Instructions for the task: Copy all the lines of the data that include the word "Hollywood".

START Information supplied

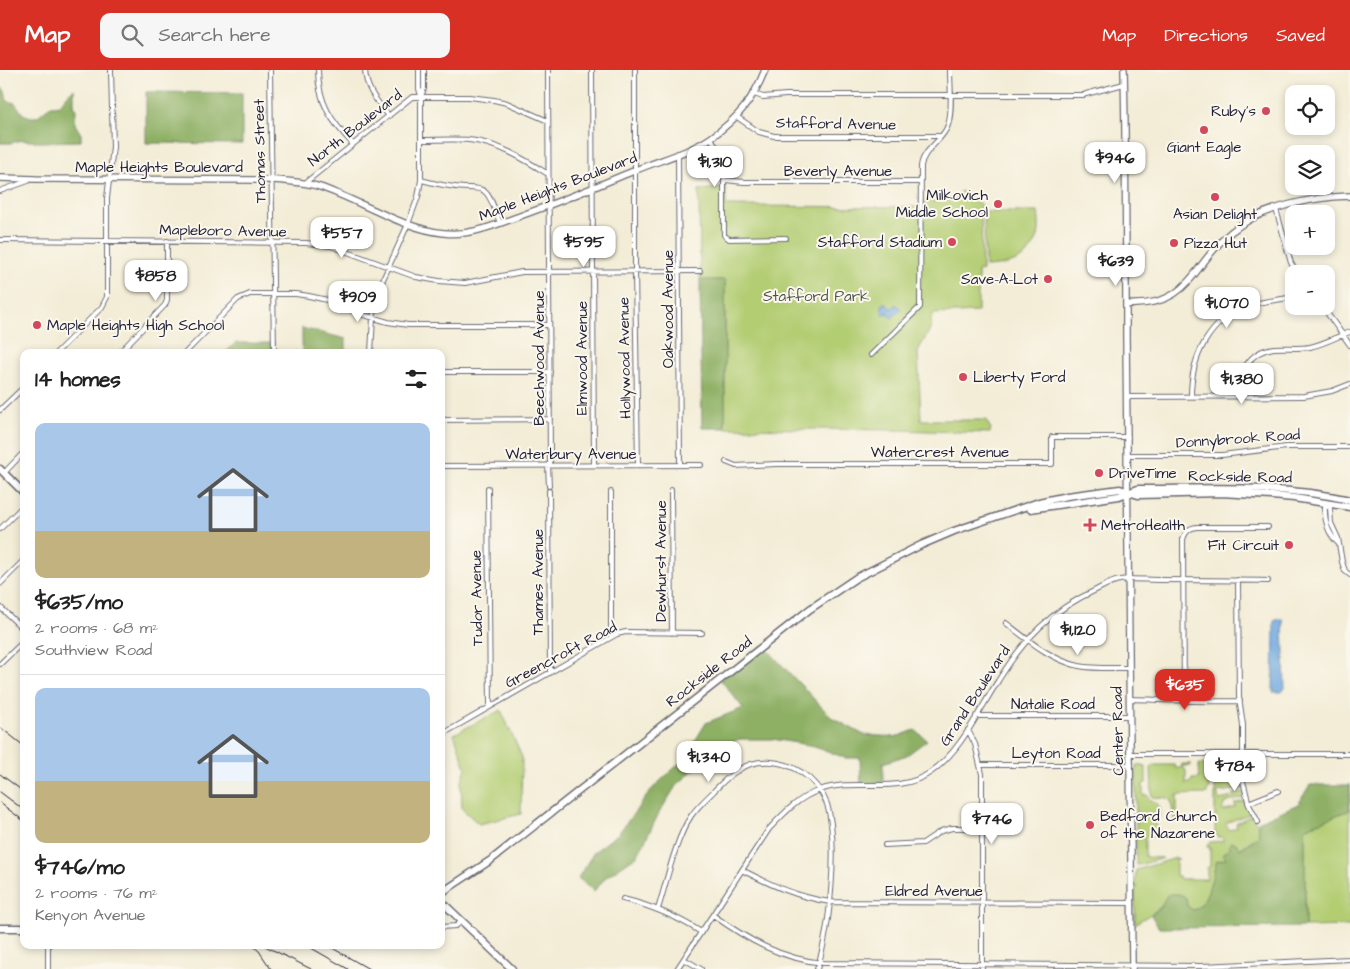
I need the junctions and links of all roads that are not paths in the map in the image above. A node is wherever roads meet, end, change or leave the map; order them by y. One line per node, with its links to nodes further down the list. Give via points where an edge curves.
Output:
1 (111, 70): 29 (street, via 113,155)
2 (270, 70): 30 (street, Thomas Street)
3 (318, 70): 23 (street, via 319,88 328,114)
4 (365, 70): 17 (street, via 373,97)
5 (419, 70): 16 (street)
6 (424, 70): 16 (street)
7 (548, 70): 19 (street, Beechwood Avenue)
8 (592, 70): 35 (street, Elmwood Avenue)
9 (635, 70): 25 (street, Hollywood Avenue)
10 (765, 70): 14 (street, Maple Heights Boulevard)
11 (950, 70): 15 (street)
12 (1124, 70): 13 (street, Center Road)
13 (1124, 84): 15 (street, via 1085,94); 56 (street, Center Road)
14 (754, 94): 15 (street, via 763,97); 18 (street, Maple Heights Boulevard)
15 (950, 94): 20 (street, via 948,125)
16 (421, 96): 17 (street, North Boulevard, via 412,97); 19 (street, via 494,100); 22 (street)
17 (389, 116): 23 (street, North Boulevard)
18 (737, 117): 20 (street, Stafford Avenue, via 759,132 774,136); 21 (street, Maple Heights Boulevard)
19 (548, 122): 26 (street, Beechwood Avenue)
20 (940, 136): 33 (street, via 923,158)
21 (711, 138): 24 (street, Maple Heights Boulevard); 32 (street, via 723,161)
22 (421, 140): 26 (street, via 469,140 493,145); 31 (street)
23 (354, 144): 34 (street, North Boulevard)
24 (678, 154): 25 (street, Maple Heights Boulevard); 51 (street, Oakwood Avenue)
25 (636, 170): 35 (street, Maple Heights Boulevard); 50 (street, Hollywood Avenue)
26 (548, 174): 38 (street, Beechwood Avenue)
27 (0, 178): 28 (street, Maple Heights Boulevard)
28 (36, 179): 29 (street, Maple Heights Boulevard); 36 (street)
29 (110, 179): 30 (street, Maple Heights Boulevard); 44 (street)
30 (272, 180): 34 (street, Maple Heights Boulevard); 46 (street, Thomas Street)
31 (421, 180): 40 (street, via 441,186 484,190); 41 (street)
32 (725, 180): 33 (street, Beverly Avenue); 42 (street, via 726,237)
33 (920, 182): 68 (street, via 920,307)
34 (305, 183): 41 (street, Maple Heights Boulevard)
35 (593, 188): 38 (street, Maple Heights Boulevard); 49 (street, Elmwood Avenue)
36 (0, 191)
37 (1350, 196): 39 (street)
38 (549, 206): 40 (street, Maple Heights Boulevard); 53 (street, Beechwood Avenue)
39 (1276, 209): 47 (street); 56 (street, via 1232,232 1209,255 1191,280 1173,295 1149,304)
40 (500, 223): 41 (street, Maple Heights Boulevard, via 458,234)
41 (408, 224): 48 (street)
42 (786, 238)
43 (0, 240): 44 (street, Mapleboro Avenue)
44 (107, 241): 45 (street, Mapleboro Avenue); 63 (street, via 106,301)
45 (167, 241): 46 (street, Mapleboro Avenue); 64 (street, via 166,305)
46 (273, 242): 48 (street, Mapleboro Avenue, via 332,246); 54 (street, Thomas Street)
47 (1292, 265)
48 (389, 267): 53 (street, Mapleboro Avenue, via 422,278 466,283 522,272); 58 (street, via 381,284)
49 (593, 271): 50 (street, Mapleboro Avenue); 53 (street, Mapleboro Avenue); 86 (street, Elmwood Avenue)
50 (636, 271): 51 (street, Mapleboro Avenue); 87 (street, Hollywood Avenue)
51 (678, 271): 52 (street, Mapleboro Avenue); 84 (street, Oakwood Avenue)
52 (700, 271)
53 (549, 272): 59 (street, Beechwood Avenue)
54 (273, 294): 58 (street, via 318,298); 65 (street, via 250,294 238,298); 66 (street, Thomas Street)
55 (1285, 299): 73 (street, via 1246,306 1221,322 1206,338 1196,359)
56 (1127, 304): 75 (street, Center Road)
57 (1328, 315): 61 (street)
58 (373, 318): 59 (street, via 408,325); 67 (street)
59 (549, 325): 70 (street, Beechwood Avenue)
60 (1350, 332): 61 (street)
61 (1342, 335): 62 (street); 74 (street, via 1318,345 1274,348 1256,355 1243,369)
62 (1350, 345)
63 (60, 349)
64 (123, 349)
65 (189, 349)
66 (274, 349)
67 (371, 349)
68 (871, 355)
69 (445, 372): 70 (street)
70 (550, 372): 77 (street, Beechwood Avenue)
71 (1350, 384): 74 (street, via 1304,396)
72 (20, 390): 76 (street)
73 (1191, 396): 74 (street); 75 (street)
74 (1238, 396)
75 (1128, 397): 79 (street, Center Road)
76 (0, 410)
77 (550, 419): 78 (street); 85 (street, Beechwood Avenue)
78 (445, 420)
79 (1128, 437): 82 (street, Center Road); 83 (street, Watercrest Avenue, via 1052,437 1052,464 736,466)
80 (1350, 447): 82 (street, Donnybrook Road, via 1287,447 1222,455)
81 (20, 455): 90 (street)
82 (1128, 455): 96 (street, Center Road)
83 (726, 462)
84 (680, 464): 87 (street, Waterbury Avenue); 88 (street, Waterbury Avenue)
85 (549, 465): 86 (street, Waterbury Avenue); 89 (street, Waterbury Avenue); 93 (street, Beechwood Avenue)
86 (594, 465): 87 (street, Waterbury Avenue)
87 (638, 465)
88 (701, 465)
89 (445, 466)
90 (1, 471): 92 (main road)
91 (488, 488): 124 (street, Tudor Avenue)
92 (20, 489)
93 (549, 489): 120 (street, Thames Avenue)
94 (672, 490): 113 (street, Dewhurst Avenue)
95 (611, 492): 115 (street)
96 (1128, 492): 98 (main road, Rockside Road, via 1138,488 1259,488 1294,490); 105 (street, Center Road); 141 (main road, Rockside Road, via 1120,489 1039,502 954,531 879,565 825,598 491,860)
97 (1350, 500): 98 (main road, Rockside Road)
98 (1328, 502): 100 (main road, Rockside Road); 104 (street, via 1345,571)
99 (20, 508): 102 (street)
100 (1350, 508)
101 (1268, 527): 106 (street, via 1197,527 1187,530 1183,540)
102 (0, 529)
103 (20, 564): 109 (street)
104 (1350, 575)
105 (1128, 580): 106 (street, Grand Boulevard); 116 (street, Grand Boulevard, via 1117,580 1077,600 1051,616); 119 (street, Center Road)
106 (1184, 580): 107 (street, Grand Boulevard); 122 (street)
107 (1238, 580): 108 (street, Grand Boulevard); 123 (street)
108 (1268, 581)
109 (0, 584)
110 (0, 607): 112 (street)
111 (1006, 623): 116 (street)
112 (20, 626)
113 (672, 632): 114 (street, Greencroft Road); 115 (street, Greencroft Road, via 626,632)
114 (702, 633)
115 (611, 638): 120 (street, Greencroft Road)
116 (1028, 640): 119 (street, via 1059,659 1079,666); 125 (street, Grand Boulevard)
117 (20, 644): 118 (street)
118 (0, 664)
119 (1129, 668): 121 (street, Center Road)
120 (550, 673): 124 (street, Greencroft Road)
121 (1130, 699): 122 (street); 126 (street, Center Road)
122 (1184, 702): 123 (street)
123 (1240, 702): 130 (street)
124 (490, 707): 128 (street, Greencroft Road)
125 (976, 716): 126 (street, Natalie Road); 127 (street, Grand Boulevard)
126 (1130, 716): 129 (street, Center Road)
127 (968, 730): 132 (street, via 976,744); 134 (street, Grand Boulevard, via 938,767 912,782)
128 (445, 733)
129 (1131, 754): 130 (street); 133 (street, Center Road)
130 (1243, 754): 131 (street); 136 (street, via 1243,781)
131 (1350, 754)
132 (981, 765): 133 (street, Leyton Road); 138 (street)
133 (1132, 765): 145 (street, Center Road)
134 (820, 790): 140 (street, Grand Boulevard, via 780,816); 143 (street, via 827,806 832,844); 147 (street, via 805,775 785,765 762,762 737,770 691,815)
135 (1278, 791): 136 (street)
136 (1248, 803): 137 (street)
137 (1258, 822)
138 (983, 828): 139 (street, via 952,828 923,843); 144 (street)
139 (885, 845)
140 (742, 870): 143 (street, Eldred Avenue, via 788,892); 148 (street, Grand Boulevard)
141 (445, 890)
142 (623, 899): 147 (street)
143 (830, 902): 144 (street, Eldred Avenue); 157 (street)
144 (982, 903): 145 (street, Eldred Avenue); 158 (street)
145 (1131, 903): 159 (street, Center Road)
146 (445, 905): 149 (main road)
147 (658, 909): 153 (street)
148 (712, 915): 153 (street, Grand Boulevard); 157 (street, via 760,945)
149 (462, 921): 150 (street, via 456,926); 161 (main road)
150 (445, 927)
151 (0, 928): 152 (main road)
152 (20, 928)
153 (701, 932): 156 (street, Grand Boulevard)
154 (48, 949): 160 (street)
155 (1350, 958): 159 (street)
156 (684, 959): 162 (street, Grand Boulevard); 163 (street)
157 (819, 963): 158 (street); 164 (street)
158 (982, 967): 159 (street)
159 (1132, 967)
160 (48, 969)
161 (512, 969)
162 (677, 969)
163 (702, 969)
164 (817, 969)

END Information supplied

Written answer:
9 (635, 70): 25 (street, Hollywood Avenue)
25 (636, 170): 35 (street, Maple Heights Boulevard); 50 (street, Hollywood Avenue)
50 (636, 271): 51 (street, Mapleboro Avenue); 87 (street, Hollywood Avenue)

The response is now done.